• _Records supplied_
↓
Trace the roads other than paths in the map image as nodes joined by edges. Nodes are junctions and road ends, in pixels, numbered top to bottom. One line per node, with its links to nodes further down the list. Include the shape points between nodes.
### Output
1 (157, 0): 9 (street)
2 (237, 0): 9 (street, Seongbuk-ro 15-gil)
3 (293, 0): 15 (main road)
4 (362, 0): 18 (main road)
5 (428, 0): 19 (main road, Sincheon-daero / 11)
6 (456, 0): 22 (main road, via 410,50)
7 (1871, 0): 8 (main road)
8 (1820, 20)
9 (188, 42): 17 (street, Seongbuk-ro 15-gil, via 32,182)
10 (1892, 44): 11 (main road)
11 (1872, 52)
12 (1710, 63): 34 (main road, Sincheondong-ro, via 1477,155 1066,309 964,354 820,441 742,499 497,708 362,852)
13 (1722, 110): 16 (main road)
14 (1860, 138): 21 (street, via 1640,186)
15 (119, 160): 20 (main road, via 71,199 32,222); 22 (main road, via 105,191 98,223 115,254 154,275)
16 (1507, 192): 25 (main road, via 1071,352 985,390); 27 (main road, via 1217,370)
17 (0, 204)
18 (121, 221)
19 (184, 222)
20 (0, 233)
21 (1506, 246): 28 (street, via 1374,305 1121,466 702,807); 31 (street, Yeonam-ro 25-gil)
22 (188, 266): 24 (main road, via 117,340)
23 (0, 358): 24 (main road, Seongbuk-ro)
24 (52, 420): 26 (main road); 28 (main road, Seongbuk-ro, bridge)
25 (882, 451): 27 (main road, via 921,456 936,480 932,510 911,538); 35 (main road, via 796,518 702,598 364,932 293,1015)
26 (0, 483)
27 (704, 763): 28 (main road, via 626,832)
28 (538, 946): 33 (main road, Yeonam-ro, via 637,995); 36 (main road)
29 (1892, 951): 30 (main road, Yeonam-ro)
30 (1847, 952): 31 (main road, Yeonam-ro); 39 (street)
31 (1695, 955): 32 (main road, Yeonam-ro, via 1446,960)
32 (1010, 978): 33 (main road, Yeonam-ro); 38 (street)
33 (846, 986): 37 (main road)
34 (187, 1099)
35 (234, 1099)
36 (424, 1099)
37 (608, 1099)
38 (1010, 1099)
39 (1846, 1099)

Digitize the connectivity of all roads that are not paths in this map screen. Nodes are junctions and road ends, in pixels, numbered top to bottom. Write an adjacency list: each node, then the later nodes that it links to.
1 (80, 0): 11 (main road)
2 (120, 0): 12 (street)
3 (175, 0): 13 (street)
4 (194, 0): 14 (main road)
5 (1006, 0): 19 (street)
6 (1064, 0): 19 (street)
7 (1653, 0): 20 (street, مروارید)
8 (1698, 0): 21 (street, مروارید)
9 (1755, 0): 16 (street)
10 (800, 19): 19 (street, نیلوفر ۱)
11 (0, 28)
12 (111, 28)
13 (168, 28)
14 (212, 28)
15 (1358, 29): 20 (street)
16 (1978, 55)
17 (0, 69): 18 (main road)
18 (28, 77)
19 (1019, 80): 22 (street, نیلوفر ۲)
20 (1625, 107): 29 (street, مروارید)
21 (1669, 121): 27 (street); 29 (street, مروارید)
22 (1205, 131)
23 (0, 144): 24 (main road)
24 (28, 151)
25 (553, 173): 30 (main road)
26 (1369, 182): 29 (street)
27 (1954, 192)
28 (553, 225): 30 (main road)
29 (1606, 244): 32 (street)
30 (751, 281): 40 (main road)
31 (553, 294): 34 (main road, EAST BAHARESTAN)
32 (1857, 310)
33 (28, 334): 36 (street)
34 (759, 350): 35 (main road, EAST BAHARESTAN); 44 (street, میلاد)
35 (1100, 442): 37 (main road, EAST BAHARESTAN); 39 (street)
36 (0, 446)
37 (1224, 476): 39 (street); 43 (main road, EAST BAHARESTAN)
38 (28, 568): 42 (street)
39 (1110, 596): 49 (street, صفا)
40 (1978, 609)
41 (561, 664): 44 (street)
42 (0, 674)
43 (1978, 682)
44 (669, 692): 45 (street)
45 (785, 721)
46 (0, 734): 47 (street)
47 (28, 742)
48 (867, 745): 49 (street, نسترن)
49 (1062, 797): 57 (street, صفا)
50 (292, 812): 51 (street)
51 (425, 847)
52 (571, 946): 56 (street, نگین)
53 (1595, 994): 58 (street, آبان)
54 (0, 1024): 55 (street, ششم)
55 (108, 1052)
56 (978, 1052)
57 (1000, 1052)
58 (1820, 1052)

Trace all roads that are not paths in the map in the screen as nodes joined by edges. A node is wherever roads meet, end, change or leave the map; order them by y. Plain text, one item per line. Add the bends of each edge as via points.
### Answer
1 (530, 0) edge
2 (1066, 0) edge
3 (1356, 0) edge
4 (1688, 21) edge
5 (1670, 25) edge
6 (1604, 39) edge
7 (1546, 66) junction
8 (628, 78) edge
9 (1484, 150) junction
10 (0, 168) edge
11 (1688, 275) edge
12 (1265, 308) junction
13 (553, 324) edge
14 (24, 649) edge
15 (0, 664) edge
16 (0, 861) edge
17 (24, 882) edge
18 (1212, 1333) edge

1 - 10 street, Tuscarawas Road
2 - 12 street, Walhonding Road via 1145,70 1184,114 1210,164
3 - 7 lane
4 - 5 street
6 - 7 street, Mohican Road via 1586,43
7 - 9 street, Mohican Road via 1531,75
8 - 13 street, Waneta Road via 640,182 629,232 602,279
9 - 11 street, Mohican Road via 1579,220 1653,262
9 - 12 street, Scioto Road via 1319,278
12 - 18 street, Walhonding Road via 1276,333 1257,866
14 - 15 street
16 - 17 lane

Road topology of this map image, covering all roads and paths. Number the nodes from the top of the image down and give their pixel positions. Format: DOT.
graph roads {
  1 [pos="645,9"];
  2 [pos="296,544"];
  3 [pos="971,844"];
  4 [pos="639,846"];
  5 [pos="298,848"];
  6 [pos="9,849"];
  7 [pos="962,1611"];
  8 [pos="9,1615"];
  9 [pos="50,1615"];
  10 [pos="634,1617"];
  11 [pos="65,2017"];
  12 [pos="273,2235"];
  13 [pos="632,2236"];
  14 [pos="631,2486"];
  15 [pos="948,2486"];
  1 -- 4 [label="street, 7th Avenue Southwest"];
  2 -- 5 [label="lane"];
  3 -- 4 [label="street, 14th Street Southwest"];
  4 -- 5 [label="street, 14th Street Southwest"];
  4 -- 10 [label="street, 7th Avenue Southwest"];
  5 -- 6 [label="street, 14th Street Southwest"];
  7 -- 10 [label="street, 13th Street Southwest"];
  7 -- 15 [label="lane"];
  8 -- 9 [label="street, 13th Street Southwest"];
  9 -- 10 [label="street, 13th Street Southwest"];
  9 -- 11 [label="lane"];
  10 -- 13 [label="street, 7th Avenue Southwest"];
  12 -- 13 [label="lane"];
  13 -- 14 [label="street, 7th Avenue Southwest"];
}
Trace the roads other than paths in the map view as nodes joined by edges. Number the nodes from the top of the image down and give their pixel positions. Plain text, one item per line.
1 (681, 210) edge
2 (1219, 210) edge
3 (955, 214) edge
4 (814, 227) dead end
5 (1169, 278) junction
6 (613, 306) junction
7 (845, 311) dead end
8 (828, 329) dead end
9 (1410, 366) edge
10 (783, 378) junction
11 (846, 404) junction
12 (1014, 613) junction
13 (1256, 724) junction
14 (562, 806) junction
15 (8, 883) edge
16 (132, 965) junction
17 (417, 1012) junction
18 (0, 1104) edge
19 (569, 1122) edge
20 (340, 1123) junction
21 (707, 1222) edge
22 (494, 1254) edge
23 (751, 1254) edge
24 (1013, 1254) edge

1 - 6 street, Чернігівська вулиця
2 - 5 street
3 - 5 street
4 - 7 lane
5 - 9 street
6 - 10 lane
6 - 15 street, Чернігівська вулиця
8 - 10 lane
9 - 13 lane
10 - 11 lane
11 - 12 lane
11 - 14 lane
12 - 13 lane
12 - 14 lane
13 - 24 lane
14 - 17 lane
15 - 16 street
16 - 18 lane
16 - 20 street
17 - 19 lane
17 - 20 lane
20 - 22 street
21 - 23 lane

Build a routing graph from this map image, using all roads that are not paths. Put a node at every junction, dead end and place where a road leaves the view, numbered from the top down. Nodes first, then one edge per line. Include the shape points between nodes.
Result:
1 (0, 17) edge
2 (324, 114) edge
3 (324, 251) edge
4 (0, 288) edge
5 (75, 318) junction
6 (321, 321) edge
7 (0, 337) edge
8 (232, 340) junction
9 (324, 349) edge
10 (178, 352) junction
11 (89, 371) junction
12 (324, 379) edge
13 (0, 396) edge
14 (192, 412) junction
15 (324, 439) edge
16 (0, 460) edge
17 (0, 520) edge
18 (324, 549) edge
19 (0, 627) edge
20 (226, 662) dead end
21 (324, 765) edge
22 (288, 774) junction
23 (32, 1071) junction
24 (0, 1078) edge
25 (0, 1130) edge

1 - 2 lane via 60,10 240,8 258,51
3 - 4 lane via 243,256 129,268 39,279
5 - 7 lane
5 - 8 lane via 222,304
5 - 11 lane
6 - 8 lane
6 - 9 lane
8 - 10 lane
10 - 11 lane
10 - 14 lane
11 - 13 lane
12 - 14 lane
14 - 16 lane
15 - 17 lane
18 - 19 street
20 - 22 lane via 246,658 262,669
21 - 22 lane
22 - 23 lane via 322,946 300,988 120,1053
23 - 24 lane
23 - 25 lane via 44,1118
↑
Please write out exactly the line containing "Build a routing" and every line after it through the end of the records, nothing more.

• _Response to this exercise_
Build a routing graph from this map image, using all roads that are not paths. Put a node at every junction, dead end and place where a road leaves the view, numbered from the top down. Nodes first, then one edge per line. Include the shape points between nodes.
Result:
1 (0, 17) edge
2 (324, 114) edge
3 (324, 251) edge
4 (0, 288) edge
5 (75, 318) junction
6 (321, 321) edge
7 (0, 337) edge
8 (232, 340) junction
9 (324, 349) edge
10 (178, 352) junction
11 (89, 371) junction
12 (324, 379) edge
13 (0, 396) edge
14 (192, 412) junction
15 (324, 439) edge
16 (0, 460) edge
17 (0, 520) edge
18 (324, 549) edge
19 (0, 627) edge
20 (226, 662) dead end
21 (324, 765) edge
22 (288, 774) junction
23 (32, 1071) junction
24 (0, 1078) edge
25 (0, 1130) edge

1 - 2 lane via 60,10 240,8 258,51
3 - 4 lane via 243,256 129,268 39,279
5 - 7 lane
5 - 8 lane via 222,304
5 - 11 lane
6 - 8 lane
6 - 9 lane
8 - 10 lane
10 - 11 lane
10 - 14 lane
11 - 13 lane
12 - 14 lane
14 - 16 lane
15 - 17 lane
18 - 19 street
20 - 22 lane via 246,658 262,669
21 - 22 lane
22 - 23 lane via 322,946 300,988 120,1053
23 - 24 lane
23 - 25 lane via 44,1118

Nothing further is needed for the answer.